The defendant's arguments sought to invoke certain elements of the long line of cases in the Australian High Court in which Section 51(xxxi) has been considered. In addressing these arguments the Court decided that rather than begin from the classification of rule and its exceptions, it would instead recognise observations made by Brennan CJ, Toohey, Gaudron, McHugh and Gummow JJ in Victoria v. The Commonwealth (Industrial Relations Act Case):

"It is well established that the guarantee effected by s 51(xxxi) of the Constitution extends to protect against the acquisition, other than on just terms, of "every species of valuable right and interest including ... choses in action". It has been held to prohibit the extinguishment of vested causes of action. At least that is so if the extinguishment results "in a direct benefit or financial gain ... and the cause of action is one that arises under the general law"."

== Judgment ==
The High Court held that there were three key factors on the history of the Australian communications industry that led to the conclusion that operation of the access regime did not result in an acquisition of property on unjust terms.

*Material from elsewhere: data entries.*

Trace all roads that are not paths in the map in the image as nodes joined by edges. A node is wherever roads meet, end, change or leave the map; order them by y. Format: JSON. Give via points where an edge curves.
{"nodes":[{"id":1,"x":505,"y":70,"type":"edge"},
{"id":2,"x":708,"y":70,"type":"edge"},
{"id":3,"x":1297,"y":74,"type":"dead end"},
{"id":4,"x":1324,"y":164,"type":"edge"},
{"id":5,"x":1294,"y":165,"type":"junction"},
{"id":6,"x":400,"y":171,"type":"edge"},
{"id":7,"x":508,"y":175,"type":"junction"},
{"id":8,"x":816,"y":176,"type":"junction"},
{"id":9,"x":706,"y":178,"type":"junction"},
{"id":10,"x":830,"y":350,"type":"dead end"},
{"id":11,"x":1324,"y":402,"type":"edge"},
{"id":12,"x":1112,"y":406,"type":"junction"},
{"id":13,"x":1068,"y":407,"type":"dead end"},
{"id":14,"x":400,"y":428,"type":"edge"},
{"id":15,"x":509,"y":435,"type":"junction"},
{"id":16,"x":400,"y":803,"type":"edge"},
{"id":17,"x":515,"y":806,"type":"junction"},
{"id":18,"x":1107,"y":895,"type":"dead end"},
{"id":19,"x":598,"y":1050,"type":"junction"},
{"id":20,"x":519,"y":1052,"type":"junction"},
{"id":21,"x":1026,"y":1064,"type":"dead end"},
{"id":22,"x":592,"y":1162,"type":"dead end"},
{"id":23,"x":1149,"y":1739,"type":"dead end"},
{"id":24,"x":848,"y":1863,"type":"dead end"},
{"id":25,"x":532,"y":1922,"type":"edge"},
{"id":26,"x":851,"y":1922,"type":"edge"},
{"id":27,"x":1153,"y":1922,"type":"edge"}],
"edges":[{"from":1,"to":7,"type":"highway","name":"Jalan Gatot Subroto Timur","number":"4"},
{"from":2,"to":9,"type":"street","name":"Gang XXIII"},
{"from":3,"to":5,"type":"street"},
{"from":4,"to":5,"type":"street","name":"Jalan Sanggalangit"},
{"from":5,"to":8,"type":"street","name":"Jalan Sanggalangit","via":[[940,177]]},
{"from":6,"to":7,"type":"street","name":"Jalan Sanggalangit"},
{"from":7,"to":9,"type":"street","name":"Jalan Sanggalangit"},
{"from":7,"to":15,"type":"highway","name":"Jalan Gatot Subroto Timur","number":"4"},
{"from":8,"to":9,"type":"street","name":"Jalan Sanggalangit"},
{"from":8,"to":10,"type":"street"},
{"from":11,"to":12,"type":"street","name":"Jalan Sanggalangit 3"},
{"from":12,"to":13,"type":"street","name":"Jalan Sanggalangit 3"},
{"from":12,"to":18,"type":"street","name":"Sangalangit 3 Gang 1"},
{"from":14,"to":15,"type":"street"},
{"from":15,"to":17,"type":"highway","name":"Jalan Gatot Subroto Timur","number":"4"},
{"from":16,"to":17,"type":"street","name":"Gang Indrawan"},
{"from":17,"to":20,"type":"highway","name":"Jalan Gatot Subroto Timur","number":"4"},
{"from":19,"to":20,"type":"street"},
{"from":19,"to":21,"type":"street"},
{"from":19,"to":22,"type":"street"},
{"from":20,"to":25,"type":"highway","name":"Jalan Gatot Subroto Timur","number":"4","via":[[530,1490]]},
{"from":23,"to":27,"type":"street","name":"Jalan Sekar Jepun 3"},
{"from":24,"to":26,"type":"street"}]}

Firstly the PSTN (including the local loops in dispute) which Telstra now "owns" was originally owned by the Commonwealth itself. Secondly, prior to the vesting of the PSTN (and local loops) in Telstra's predecessor, the Telecommunications Act 1991 had commenced on 1 July 1991, establishing the access regime that gave competitors the rights to interconnect to the PSTN and to obtain access to services it supplies. Thirdly, at the time the PSTN was vested in Telstra, Telstra was wholly owned by the Commonwealth. And so it was maintained that when the PSTN was transferred from the Commonwealth to Telstra's predecessor, Telstra's right over the network were always subject to the access rights of its competitors to its network and services. Thus, the High Court unanimously dismissed Telstra's case holding that Sections 152AL(3) and 152AR of the Trade Practices Act were not invalid and that Telstra never actually owned any of the assets that comprise the PSTN except under and in accordance with the legislative provisions for "promoting ... competition in the telecommunications industry generally and among carriers". Furthermore, it was stated that Telstra's argument was "synthetic and unreal" because it was based on an assumption that Telstra has greater rights over the PSTN than it actually has.

== Consequences ==

In a media release on its website, dated 8 March 2008, Telstra announced that it accepted the High Court's ruling and stood by its decision to challenge the ACCC's powers under Section 51(xxxi) of the Constitution, though believes Australia lost an opportunity for further broadband investment when the regulatory regime that rewards competitors who "ride on Telstra’s network rather than invest in Australia" was upheld.
Other commentators believed this outcome to be a clear rebuttal to Telstra's "obsession with privatisation for its own sake" and protection of its remaining monopoly under the direction of CEO at the time Sol Trujillo, a United States telecommunications executive with a history of aggressive litigation towards the US government and its regulators, who was hired by the Telstra board for his ability to uphold a "culture of litigating in order to protect its monopoly privileges". Had such privileges as those relating to ULL and SSL been upheld, Telstra would be able to charge monopoly-inflated prices for access to its network, thus reducing competition and increasing consumer access fees. Exploitation of such monopoly control would result in increased access costs for competitors, their private and business customers, and eventually, all Australian online services.
After Trujillo's resignation from Telstra in February 2009, new CEO David Thodey reached out to the Australian Government and regulators such as the ACCC in an effort to repair the relationships damaged during his predecessor's reign. The taking down of its propaganda website, which the company used to criticise regulators and competitors, marked the removal of one of the final vestiges of the Trujillo era.